Cyclosporine is an immunosuppressive drug that has been used after solid organ transplantation to prevent allograft rejection and for the treatment of various autoimmune diseases. Long‐term treatment with this drug has been limited due to the concomitant development of chronic nephrotoxicity.7
Cystatin C (CYS‐C) is a cysteine protease inhibitor with a molecular weight of 13 kDa and is produced by nearly all nucleated cells.8 After entering the blood stream, serum cystatin C (S‐CYS‐C) is freely filtered by the glomeruli and subsequently reabsorbed and degraded by proximal epithelial tubular cells. Therefore, its serum concentration depends on the glomerular filtration rate and thus it is thought to be a more reliable indicator for the reduction of GFR than of serum creatinine.9
N‐Acetyl‐β‐glucosaminidase (NAG), a urinary enzyme, has been proposed as a valuable marker for kidney dysfunction.
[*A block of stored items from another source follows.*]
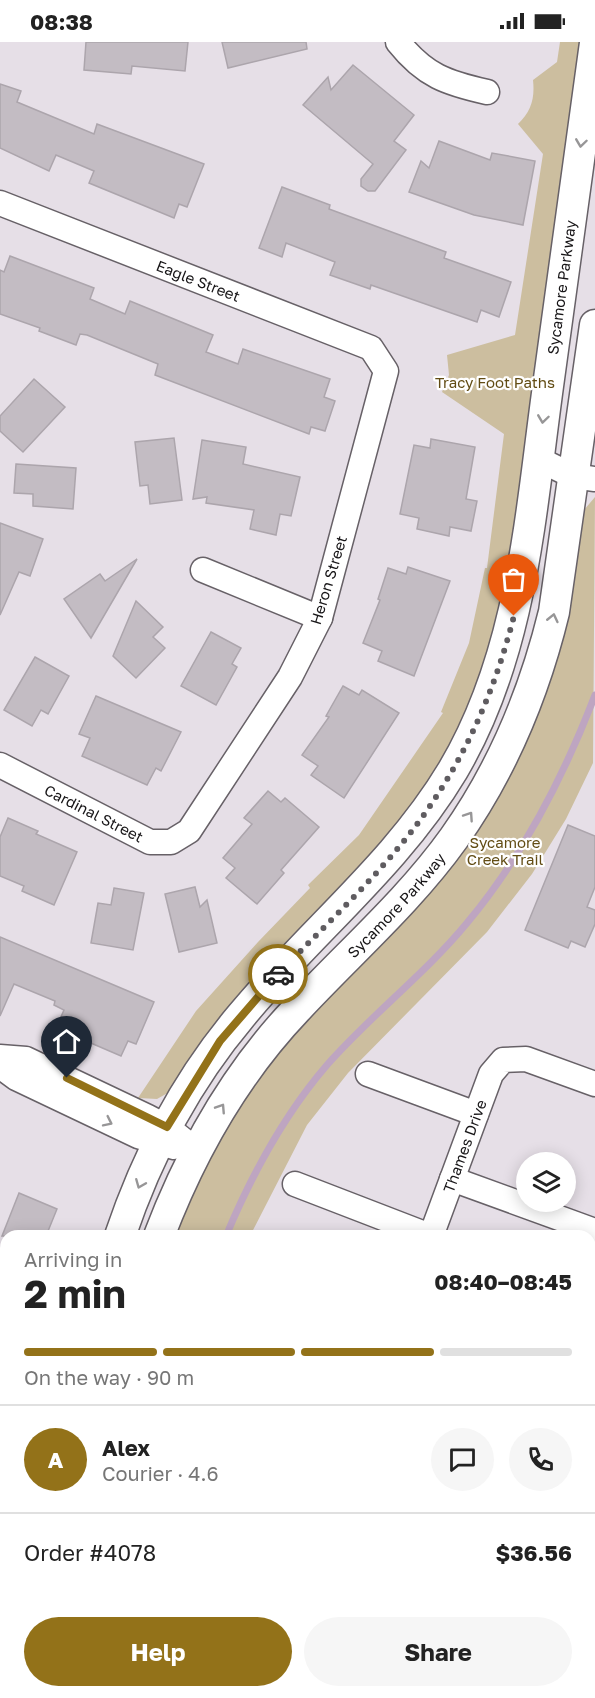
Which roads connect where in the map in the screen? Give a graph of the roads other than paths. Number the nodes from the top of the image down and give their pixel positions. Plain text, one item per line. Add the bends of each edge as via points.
1 (398, 42) edge
2 (595, 43) edge
3 (487, 92) dead end
4 (0, 203) edge
5 (595, 325) edge
6 (386, 371) joint
7 (538, 459) junction
8 (585, 465) edge
9 (203, 570) dead end
10 (320, 618) junction
11 (0, 765) edge
12 (189, 831) joint
13 (0, 1057) edge
14 (0, 1066) edge
15 (368, 1074) dead end
16 (595, 1084) edge
17 (476, 1114) junction
18 (162, 1135) junction
19 (196, 1150) junction
20 (452, 1179) junction
21 (295, 1184) dead end
22 (122, 1230) edge
23 (162, 1230) edge
24 (414, 1230) edge
25 (432, 1230) edge
26 (592, 1230) edge

1 - 3 street via 426,71 450,84
2 -> 7 main road, Sycamore Parkway
4 - 6 street, Eagle Street via 371,348
5 - 8 main road, Sycamore Parkway
6 - 10 street, Heron Street
7 - 8 street
7 - 18 main road, Sycamore Parkway via 530,527 507,643 491,693 459,760 408,836 241,1015 205,1063
19 -> 8 main road, Sycamore Parkway via 267,1043 434,864 477,804 531,693 544,654
9 - 10 street
10 - 12 street, Heron Street via 290,678
11 - 12 street, Cardinal Street via 150,842 171,842
13 - 18 street via 26,1059
14 -> 18 street via 16,1078
15 - 17 street
16 - 17 street, Thames Drive via 526,1059 510,1058 491,1074
17 - 20 street, Thames Drive
18 - 19 street
18 -> 22 main road, Sycamore Parkway
19 - 23 main road, Sycamore Parkway
20 - 25 street, Thames Drive
20 - 26 street
21 - 24 street

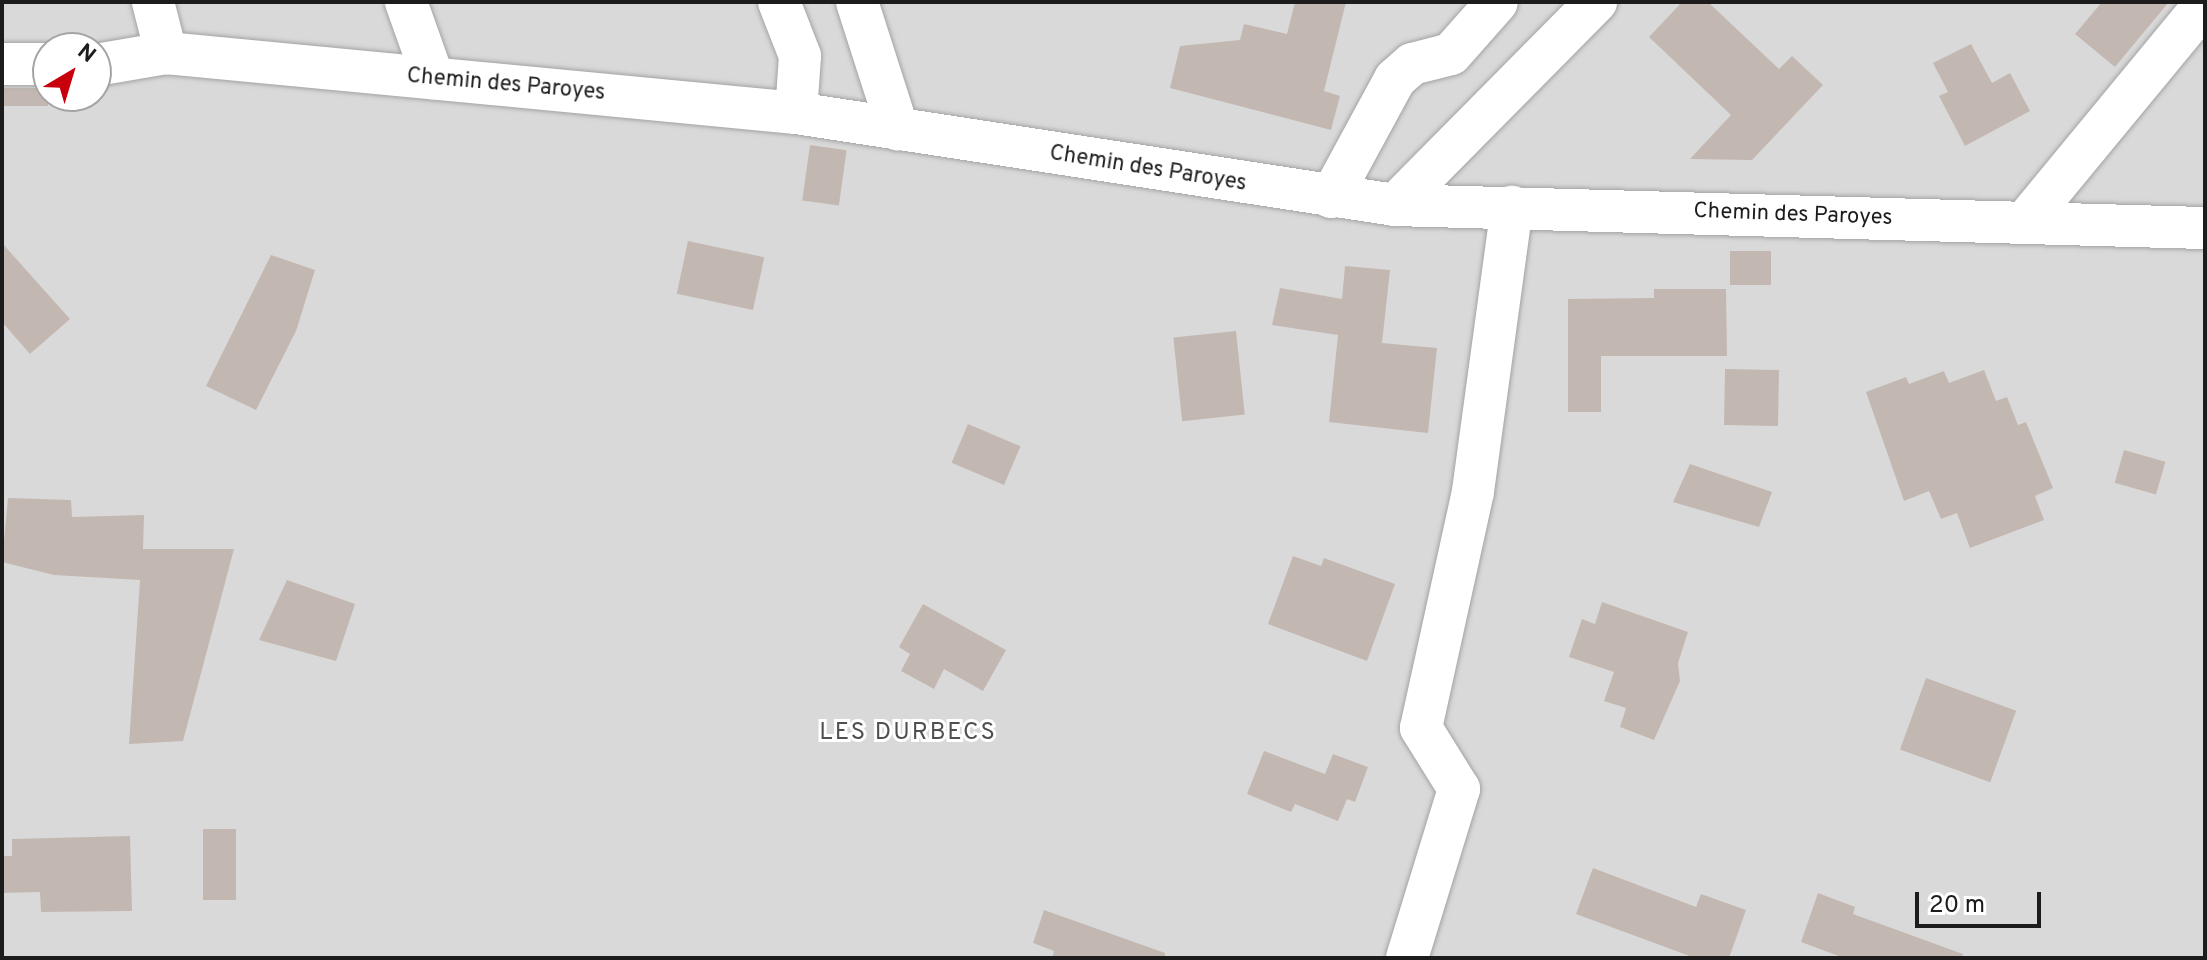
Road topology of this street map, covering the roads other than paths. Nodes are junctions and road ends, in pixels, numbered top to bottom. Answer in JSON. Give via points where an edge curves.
{"nodes":[{"id":1,"x":153,"y":2,"type":"edge"},
{"id":2,"x":406,"y":2,"type":"edge"},
{"id":3,"x":779,"y":2,"type":"edge"},
{"id":4,"x":857,"y":2,"type":"edge"},
{"id":5,"x":1497,"y":2,"type":"edge"},
{"id":6,"x":1596,"y":2,"type":"edge"},
{"id":7,"x":2205,"y":4,"type":"edge"},
{"id":8,"x":166,"y":53,"type":"junction"},
{"id":9,"x":112,"y":62,"type":"edge"},
{"id":10,"x":2,"y":64,"type":"edge"},
{"id":11,"x":32,"y":64,"type":"edge"},
{"id":12,"x":433,"y":78,"type":"junction"},
{"id":13,"x":796,"y":113,"type":"junction"},
{"id":14,"x":898,"y":130,"type":"junction"},
{"id":15,"x":1331,"y":197,"type":"junction"},
{"id":16,"x":1395,"y":205,"type":"junction"},
{"id":17,"x":1512,"y":207,"type":"junction"},
{"id":18,"x":2026,"y":221,"type":"junction"},
{"id":19,"x":2205,"y":228,"type":"edge"},
{"id":20,"x":1407,"y":958,"type":"edge"}],
"edges":[{"from":1,"to":8,"type":"street"},
{"from":2,"to":12,"type":"street"},
{"from":3,"to":13,"type":"street","via":[[800,56]]},
{"from":4,"to":14,"type":"street"},
{"from":5,"to":15,"type":"street","via":[[1451,54],[1412,64],[1395,79]]},
{"from":6,"to":16,"type":"street"},
{"from":7,"to":18,"type":"street"},
{"from":8,"to":9,"type":"street","name":"Chemin des Paroyes"},
{"from":8,"to":12,"type":"street","name":"Chemin des Paroyes"},
{"from":10,"to":11,"type":"street"},
{"from":12,"to":13,"type":"street","name":"Chemin des Paroyes"},
{"from":13,"to":14,"type":"street","name":"Chemin des Paroyes"},
{"from":14,"to":15,"type":"street","name":"Chemin des Paroyes"},
{"from":15,"to":16,"type":"street","name":"Chemin des Paroyes"},
{"from":16,"to":17,"type":"street","name":"Chemin des Paroyes"},
{"from":17,"to":18,"type":"street","name":"Chemin des Paroyes"},
{"from":17,"to":20,"type":"street","via":[[1473,491],[1421,728],[1459,789]]},
{"from":18,"to":19,"type":"street","name":"Chemin des Paroyes"}]}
It is a lysosomal enzyme of 130 kDa molecular mass, normally excreted in low amounts in urine as a consequence of the normal exocytosis process.10
This study was planned to explore the therapeutic efficacy of bone marrow derived mesenchymal stem cells and adipose tissue derived mesenchymal stem cells in restrained nephropathy induced by CsA in a rat model. In addition, the study was extended to elucidate the role of stem cell versus angiotensin converting enzyme inhibitor in kidney repair.